■ **Exercise**
If a picture appears in the records, skip it; copy everything else exactly.

■ **Dataset excerpts**
━━━━━━

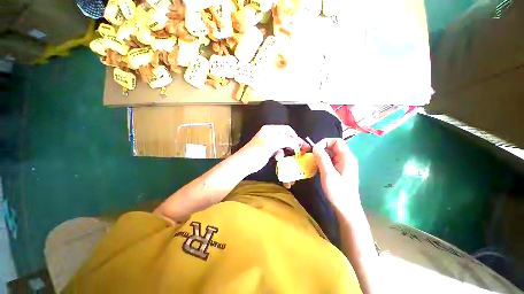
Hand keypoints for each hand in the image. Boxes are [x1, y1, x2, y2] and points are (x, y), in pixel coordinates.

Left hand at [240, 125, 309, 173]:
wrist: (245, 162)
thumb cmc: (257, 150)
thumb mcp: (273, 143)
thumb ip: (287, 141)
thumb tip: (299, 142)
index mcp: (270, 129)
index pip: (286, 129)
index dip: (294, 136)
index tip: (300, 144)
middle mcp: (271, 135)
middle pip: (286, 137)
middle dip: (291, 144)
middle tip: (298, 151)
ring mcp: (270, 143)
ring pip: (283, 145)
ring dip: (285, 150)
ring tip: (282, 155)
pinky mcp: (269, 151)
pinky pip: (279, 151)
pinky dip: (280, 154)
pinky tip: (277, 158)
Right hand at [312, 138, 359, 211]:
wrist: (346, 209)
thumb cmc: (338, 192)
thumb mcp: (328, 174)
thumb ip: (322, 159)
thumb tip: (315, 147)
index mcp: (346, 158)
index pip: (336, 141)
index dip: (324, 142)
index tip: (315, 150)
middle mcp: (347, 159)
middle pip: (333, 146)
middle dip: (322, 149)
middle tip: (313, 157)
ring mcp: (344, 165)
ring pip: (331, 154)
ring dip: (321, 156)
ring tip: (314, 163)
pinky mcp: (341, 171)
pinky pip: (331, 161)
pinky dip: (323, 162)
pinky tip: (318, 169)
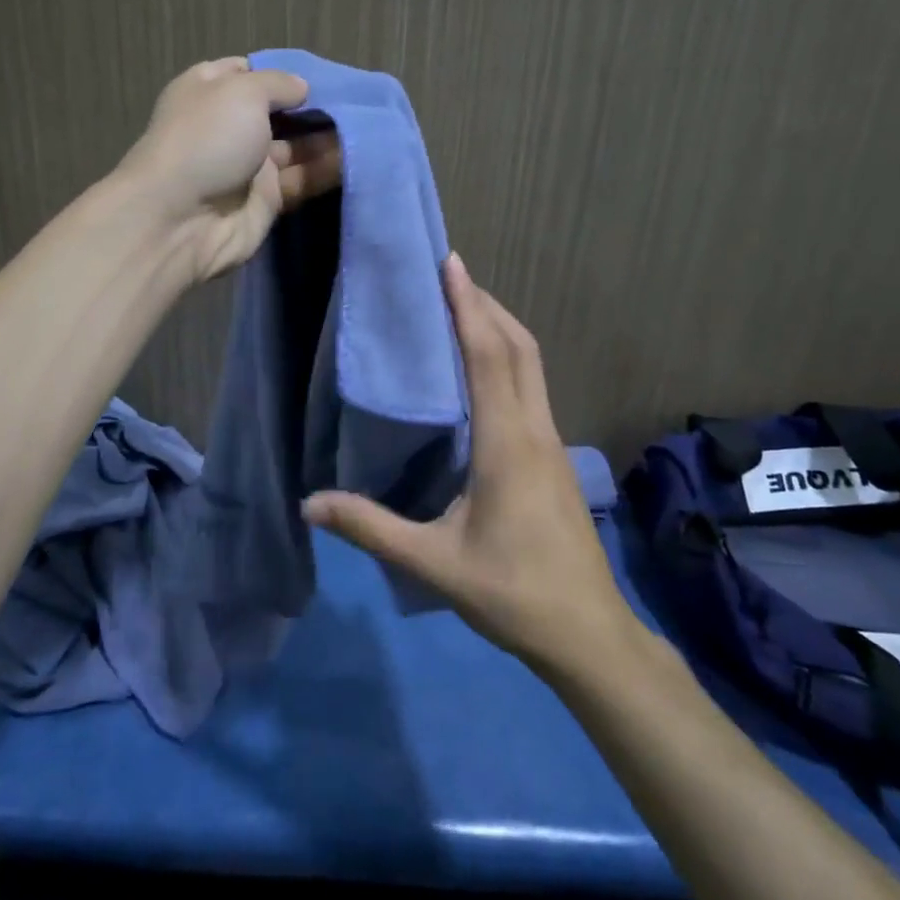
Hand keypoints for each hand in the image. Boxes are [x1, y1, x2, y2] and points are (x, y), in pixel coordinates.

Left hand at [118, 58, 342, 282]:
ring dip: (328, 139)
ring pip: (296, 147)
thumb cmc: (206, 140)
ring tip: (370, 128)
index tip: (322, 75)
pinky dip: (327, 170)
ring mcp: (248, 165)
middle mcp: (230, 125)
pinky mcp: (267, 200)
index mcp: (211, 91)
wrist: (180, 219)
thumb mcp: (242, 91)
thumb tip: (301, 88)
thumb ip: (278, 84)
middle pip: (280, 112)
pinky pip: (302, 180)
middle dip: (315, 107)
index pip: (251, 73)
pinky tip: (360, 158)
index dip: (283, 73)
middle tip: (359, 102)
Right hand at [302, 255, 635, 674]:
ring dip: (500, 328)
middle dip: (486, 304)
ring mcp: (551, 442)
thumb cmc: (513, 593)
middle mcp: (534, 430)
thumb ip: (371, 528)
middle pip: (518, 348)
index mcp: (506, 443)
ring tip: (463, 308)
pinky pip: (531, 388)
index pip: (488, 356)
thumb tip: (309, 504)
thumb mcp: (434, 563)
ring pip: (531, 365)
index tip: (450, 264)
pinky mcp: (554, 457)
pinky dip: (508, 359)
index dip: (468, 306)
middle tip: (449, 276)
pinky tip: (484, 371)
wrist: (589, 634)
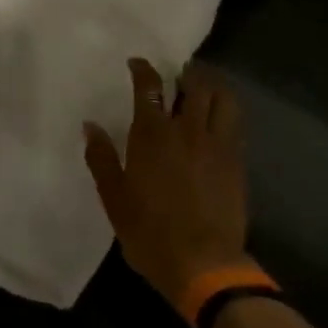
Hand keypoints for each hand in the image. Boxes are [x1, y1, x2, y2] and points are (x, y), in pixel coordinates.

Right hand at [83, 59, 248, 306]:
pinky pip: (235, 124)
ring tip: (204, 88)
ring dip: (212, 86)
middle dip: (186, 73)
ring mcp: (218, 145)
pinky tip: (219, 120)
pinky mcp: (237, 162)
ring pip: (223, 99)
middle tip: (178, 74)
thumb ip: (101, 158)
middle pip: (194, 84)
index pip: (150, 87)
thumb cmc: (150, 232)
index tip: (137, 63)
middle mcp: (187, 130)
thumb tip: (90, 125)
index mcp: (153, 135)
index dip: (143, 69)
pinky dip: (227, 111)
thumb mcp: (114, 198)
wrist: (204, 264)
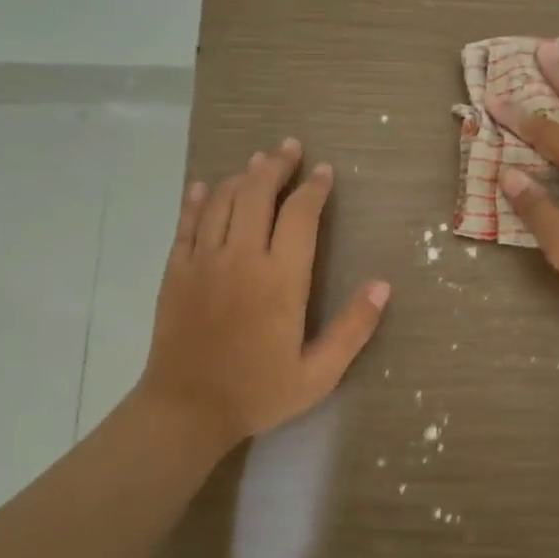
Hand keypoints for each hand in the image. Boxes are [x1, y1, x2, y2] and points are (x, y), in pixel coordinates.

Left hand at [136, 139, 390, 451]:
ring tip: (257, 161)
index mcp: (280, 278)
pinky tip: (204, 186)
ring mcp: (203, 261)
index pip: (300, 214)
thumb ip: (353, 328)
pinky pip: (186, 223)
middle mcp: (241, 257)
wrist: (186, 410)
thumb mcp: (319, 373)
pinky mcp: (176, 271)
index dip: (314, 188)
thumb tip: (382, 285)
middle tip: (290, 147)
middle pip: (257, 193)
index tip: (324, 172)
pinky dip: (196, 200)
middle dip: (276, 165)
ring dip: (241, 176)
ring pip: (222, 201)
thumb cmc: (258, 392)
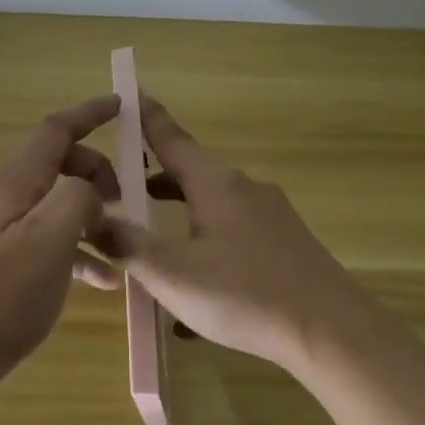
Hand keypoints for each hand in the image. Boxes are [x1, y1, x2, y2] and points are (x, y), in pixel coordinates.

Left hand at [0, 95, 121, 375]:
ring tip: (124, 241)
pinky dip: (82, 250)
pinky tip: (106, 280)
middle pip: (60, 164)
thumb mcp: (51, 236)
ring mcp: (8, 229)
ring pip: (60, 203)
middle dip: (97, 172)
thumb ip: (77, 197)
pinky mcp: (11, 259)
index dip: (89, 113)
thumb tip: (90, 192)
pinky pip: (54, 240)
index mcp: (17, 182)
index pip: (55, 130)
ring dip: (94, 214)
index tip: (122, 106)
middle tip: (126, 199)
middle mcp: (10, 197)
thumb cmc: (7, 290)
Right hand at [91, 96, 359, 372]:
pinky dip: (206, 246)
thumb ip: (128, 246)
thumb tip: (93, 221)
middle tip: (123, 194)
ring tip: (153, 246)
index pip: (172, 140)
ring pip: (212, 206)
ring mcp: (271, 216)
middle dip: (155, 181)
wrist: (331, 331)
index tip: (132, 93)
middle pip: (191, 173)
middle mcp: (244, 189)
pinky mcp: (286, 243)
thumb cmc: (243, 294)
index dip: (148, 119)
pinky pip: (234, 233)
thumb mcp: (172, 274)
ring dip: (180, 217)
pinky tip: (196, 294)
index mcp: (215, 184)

━━━━━━

■ **Response**
Hand keypoints for each hand in the image. Boxes are [x1, y1, x2, y2] and points are (x, y), in pixel coordinates.

Left hand at [240, 125, 309, 173]:
wrist: (245, 162)
thumb cmc: (257, 150)
thumb mcp: (273, 143)
thumb ip: (287, 141)
thumb tip: (299, 142)
index mcp: (270, 129)
index pip: (286, 129)
index dip: (294, 136)
index tip: (300, 144)
middle mcp: (271, 135)
middle pip: (286, 137)
middle dip: (291, 144)
middle tip: (298, 151)
ring mcp: (270, 143)
ring pip: (283, 145)
ring dip: (285, 150)
ring tip: (282, 155)
pinky mcp: (269, 151)
pinky pip: (279, 151)
pinky dip: (280, 154)
pinky tip: (277, 158)
Right hand at [312, 138, 359, 211]:
wrist: (346, 209)
thumb cmc: (338, 192)
thumb mcp: (328, 174)
thumb ip: (322, 159)
thumb tip: (315, 147)
index mcp: (346, 158)
index pip: (336, 141)
index dip: (324, 142)
index tip: (315, 150)
middle mcp: (347, 159)
middle pip: (333, 146)
middle dip: (322, 149)
middle tip: (313, 157)
ring mcp: (344, 165)
ring pip: (331, 154)
ring dip: (321, 156)
ring tip: (314, 163)
pinky mcp: (341, 171)
pinky pip: (331, 161)
pinky dip: (323, 162)
pinky tip: (318, 169)
Hand keypoints for each hand in the image. Boxes are [x1, y1, x2, y2] and points are (x, y), in pixel coordinates.

Left hand at [118, 58, 342, 282]:
ring dip: (328, 139)
ring pip: (296, 147)
thumb cmc: (206, 140)
ring tip: (370, 128)
index tip: (322, 75)
pinky dip: (327, 170)
ring mcp: (248, 165)
middle mcp: (230, 125)
pinky mcp: (267, 200)
index mcp: (211, 91)
wrist: (180, 219)
thumb mcp: (242, 91)
thumb tip: (301, 88)
thumb ip: (278, 84)
middle pip: (280, 112)
pinky pip: (302, 180)
middle dip: (315, 107)
index pip: (251, 73)
pinky tip: (360, 158)
index dip: (283, 73)
middle tip: (359, 102)
Right hand at [302, 255, 635, 674]:
ring dip: (500, 328)
middle dip: (486, 304)
ring mcp: (551, 442)
thumb cmc: (513, 593)
middle mcp: (534, 430)
thumb ip: (371, 528)
middle pip: (518, 348)
index mcp: (506, 443)
ring tip: (463, 308)
pinky pip: (531, 388)
index pip: (488, 356)
thumb tip: (309, 504)
thumb mcp: (434, 563)
ring pip: (531, 365)
index tip: (450, 264)
pinky mcp: (554, 457)
pinky dip: (508, 359)
index dip: (468, 306)
middle tip: (449, 276)
pinky tip: (484, 371)
wrist: (589, 634)
Hand keypoints for each hand in the image. Boxes are [x1, y1, x2, y2] and points are (x, y), in pixel coordinates.

Right hand at [83, 59, 248, 306]:
pinky pip: (235, 124)
ring tip: (204, 88)
ring dip: (212, 86)
middle dip: (186, 73)
ring mcp: (218, 145)
pinky tip: (219, 120)
pinky mcp: (237, 162)
ring pip: (223, 99)
middle tip: (178, 74)
thumb ip: (101, 158)
middle pip: (194, 84)
index pip: (150, 87)
thumb cmc: (150, 232)
index tip: (137, 63)
middle mcp: (187, 130)
thumb tip: (90, 125)
index mcp: (153, 135)
index dip: (143, 69)
pinky dip: (227, 111)
thumb mcp: (114, 198)
wrist: (204, 264)
Hand keypoints for each hand in the image. Boxes are [x1, y1, x2, y2] and points are (x, y), in pixel coordinates.

Left hand at [136, 139, 390, 451]:
ring tip: (257, 161)
index mcp: (280, 278)
pinky tip: (204, 186)
ring mcp: (203, 261)
index pip: (300, 214)
thumb ip: (353, 328)
pinky pip: (186, 223)
middle mcp: (241, 257)
wrist: (186, 410)
thumb mcp: (319, 373)
pinky mcp: (176, 271)
index dip: (314, 188)
thumb tip: (382, 285)
middle tip: (290, 147)
middle pip: (257, 193)
index tip: (324, 172)
pinky dip: (196, 200)
middle dip: (276, 165)
ring dip: (241, 176)
ring pip: (222, 201)
thumb cmc: (258, 392)
Hand keypoints for each hand in the image. Boxes are [x1, y1, x2, y2] and points are (x, y), in pixel coordinates.

Left hand at [0, 95, 121, 375]:
ring tip: (124, 241)
pinky dip: (82, 250)
pinky tip: (106, 280)
middle pip: (60, 164)
thumb mcp: (51, 236)
ring mcp: (8, 229)
ring pip: (60, 203)
middle dip: (97, 172)
thumb ip: (77, 197)
pinky mcp: (11, 259)
index dip: (89, 113)
thumb tip: (90, 192)
pinky pip: (54, 240)
index mcp: (17, 182)
index pip: (55, 130)
ring dip: (94, 214)
index tip: (122, 106)
middle tip: (126, 199)
middle mcp: (10, 197)
thumb cmc: (7, 290)
Right hand at [91, 96, 359, 372]:
pinky dip: (206, 246)
thumb ip: (128, 246)
thumb tip: (93, 221)
middle tip: (123, 194)
ring tip: (153, 246)
index pip: (172, 140)
ring pip: (212, 206)
ring mcp: (271, 216)
middle dip: (155, 181)
wrist: (331, 331)
index tip: (132, 93)
middle pip: (191, 173)
middle mcp: (244, 189)
pinky mcp: (286, 243)
thumb cmc: (243, 294)
index dip: (148, 119)
pinky pip: (234, 233)
thumb mcp: (172, 274)
ring dip: (180, 217)
pinky tip: (196, 294)
index mcp: (215, 184)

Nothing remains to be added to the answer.